In an ideal world, HR policies across the global IT team should be consistent, fair and responsive. Titles and reporting structures (if not compensation) should be equalized. But as Jay Crotts, CIO of Royal Dutch Shell Lubricants, points out, "The world may be flat but HR terms and conditions are not." Global consistency must allow for and align with local laws and cultural norms. Not an easy task. In addition, the cost of living varies considerably by region. So from an HR standpoint, a one-size-fits-all model is unworkable. Besides the struggle for consistency, CIOs must find ways for remote teams to stay connected to the heart of the business.
Obtain local HR expertise. Companies must have a local HR person in each country to deal with local laws. "Hiring, firing and training obligations must be managed very differently in each location; you need someone with local expertise on the laws and processes," says Michael Pilkington, former CIO of Euroclear, the Brussels-based provider of domestic and cross-border settlement for bond, equity and fund transactions.
Create job grade consistency across regions. Euroclear is moving toward a job evaluation methodology from The Hay Group, an HR consulting organization, that organizes job types into vertical categories, such as managing people/process, product development, business support and project management. This provides a basis for comparing and managing roles and people across locations. For instance, someone managing 100 people may appear more important to an organization than a single contributor. But if that single contributor's horizontal grade (in terms of impact on the company) is very high because of some special expertise, he or she may be equally valuable. Grade level is not the same thing as a title; people's titles are much more subject to local conventions.
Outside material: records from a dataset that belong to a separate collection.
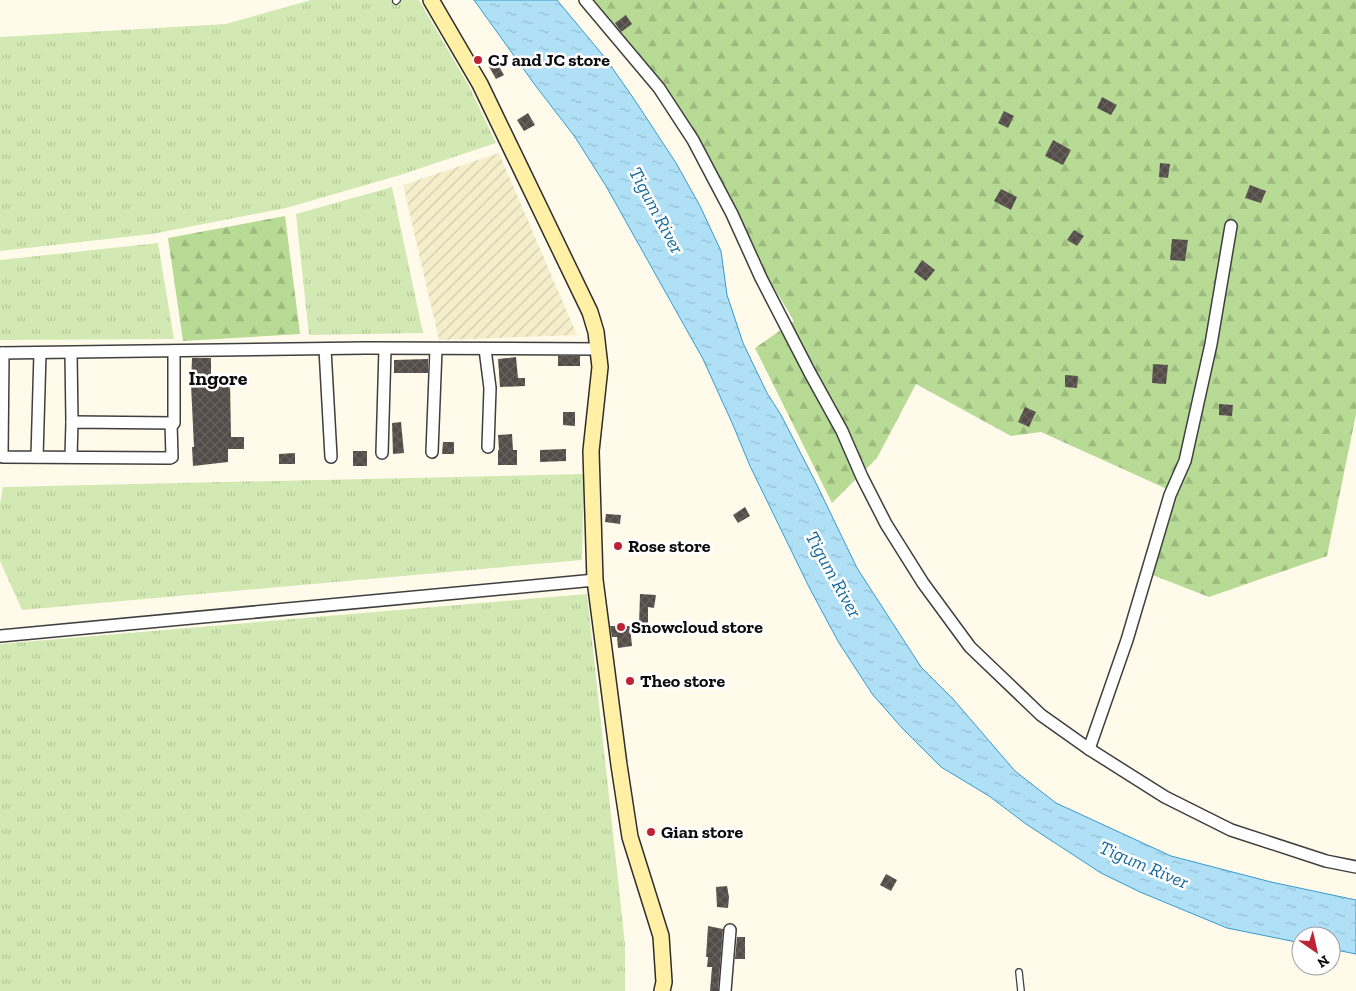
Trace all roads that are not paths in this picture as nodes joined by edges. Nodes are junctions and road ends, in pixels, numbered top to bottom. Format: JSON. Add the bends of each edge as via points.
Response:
{"nodes":[{"id":1,"x":431,"y":0,"type":"edge"},
{"id":2,"x":585,"y":0,"type":"edge"},
{"id":3,"x":1232,"y":226,"type":"dead end"},
{"id":4,"x":324,"y":349,"type":"junction"},
{"id":5,"x":385,"y":349,"type":"junction"},
{"id":6,"x":436,"y":349,"type":"junction"},
{"id":7,"x":485,"y":349,"type":"junction"},
{"id":8,"x":598,"y":349,"type":"junction"},
{"id":9,"x":174,"y":351,"type":"junction"},
{"id":10,"x":1,"y":353,"type":"edge"},
{"id":11,"x":40,"y":353,"type":"junction"},
{"id":12,"x":71,"y":353,"type":"junction"},
{"id":13,"x":72,"y":422,"type":"junction"},
{"id":14,"x":171,"y":424,"type":"junction"},
{"id":15,"x":488,"y":448,"type":"dead end"},
{"id":16,"x":432,"y":452,"type":"dead end"},
{"id":17,"x":382,"y":453,"type":"dead end"},
{"id":18,"x":37,"y":457,"type":"junction"},
{"id":19,"x":71,"y":457,"type":"junction"},
{"id":20,"x":331,"y":457,"type":"dead end"},
{"id":21,"x":595,"y":580,"type":"junction"},
{"id":22,"x":0,"y":636,"type":"edge"},
{"id":23,"x":1090,"y":749,"type":"junction"},
{"id":24,"x":1356,"y":866,"type":"edge"},
{"id":25,"x":730,"y":930,"type":"dead end"},
{"id":26,"x":1020,"y":972,"type":"dead end"},
{"id":27,"x":662,"y":991,"type":"edge"},
{"id":28,"x":725,"y":991,"type":"edge"},
{"id":29,"x":1021,"y":991,"type":"edge"}],
"edges":[{"from":1,"to":8,"type":"street","via":[[480,84],[590,312]]},
{"from":2,"to":23,"type":"street","via":[[659,88],[693,140],[810,374],[842,430],[886,524],[922,583],[970,647],[1041,715]]},
{"from":3,"to":23,"type":"street","via":[[1211,344],[1185,460],[1170,495],[1127,640]]},
{"from":4,"to":5,"type":"street"},
{"from":4,"to":9,"type":"street"},
{"from":4,"to":20,"type":"street"},
{"from":5,"to":6,"type":"street"},
{"from":5,"to":17,"type":"street"},
{"from":6,"to":7,"type":"street"},
{"from":6,"to":16,"type":"street"},
{"from":7,"to":8,"type":"street"},
{"from":7,"to":15,"type":"street","via":[[490,388]]},
{"from":8,"to":21,"type":"street","via":[[600,367],[591,451]]},
{"from":9,"to":12,"type":"street"},
{"from":9,"to":14,"type":"street","via":[[174,420]]},
{"from":10,"to":11,"type":"street"},
{"from":10,"to":18,"type":"street","via":[[2,455]]},
{"from":11,"to":12,"type":"street"},
{"from":11,"to":18,"type":"street"},
{"from":12,"to":13,"type":"street"},
{"from":13,"to":14,"type":"street"},
{"from":13,"to":19,"type":"street"},
{"from":14,"to":19,"type":"street","via":[[170,458]]},
{"from":18,"to":19,"type":"street"},
{"from":21,"to":22,"type":"street"},
{"from":21,"to":27,"type":"street","via":[[630,837],[661,936]]},
{"from":23,"to":24,"type":"street","via":[[1165,798],[1231,830],[1326,861]]},
{"from":25,"to":28,"type":"street"},
{"from":26,"to":29,"type":"lane"}]}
Manage dispersed staff as portfolio teams. ON Semiconductor has IT staff that support sales in Slovakia, where ON has a factory; in Hong Kong, where ON has a major sales office; in Shenzhen, China, where a customer service center is located and in Kuala Lumpur, Malaysia, at its regional development center. ON overcomes potential disconnects by having a single sales IT portfolio owner, based at headquarters in Phoenix, who sets objectives and distributes work to the members of that team no matter where they reside, explains CIO David Wagner. The same portfolio technique can work with IT staff dedicated to any global corporate function.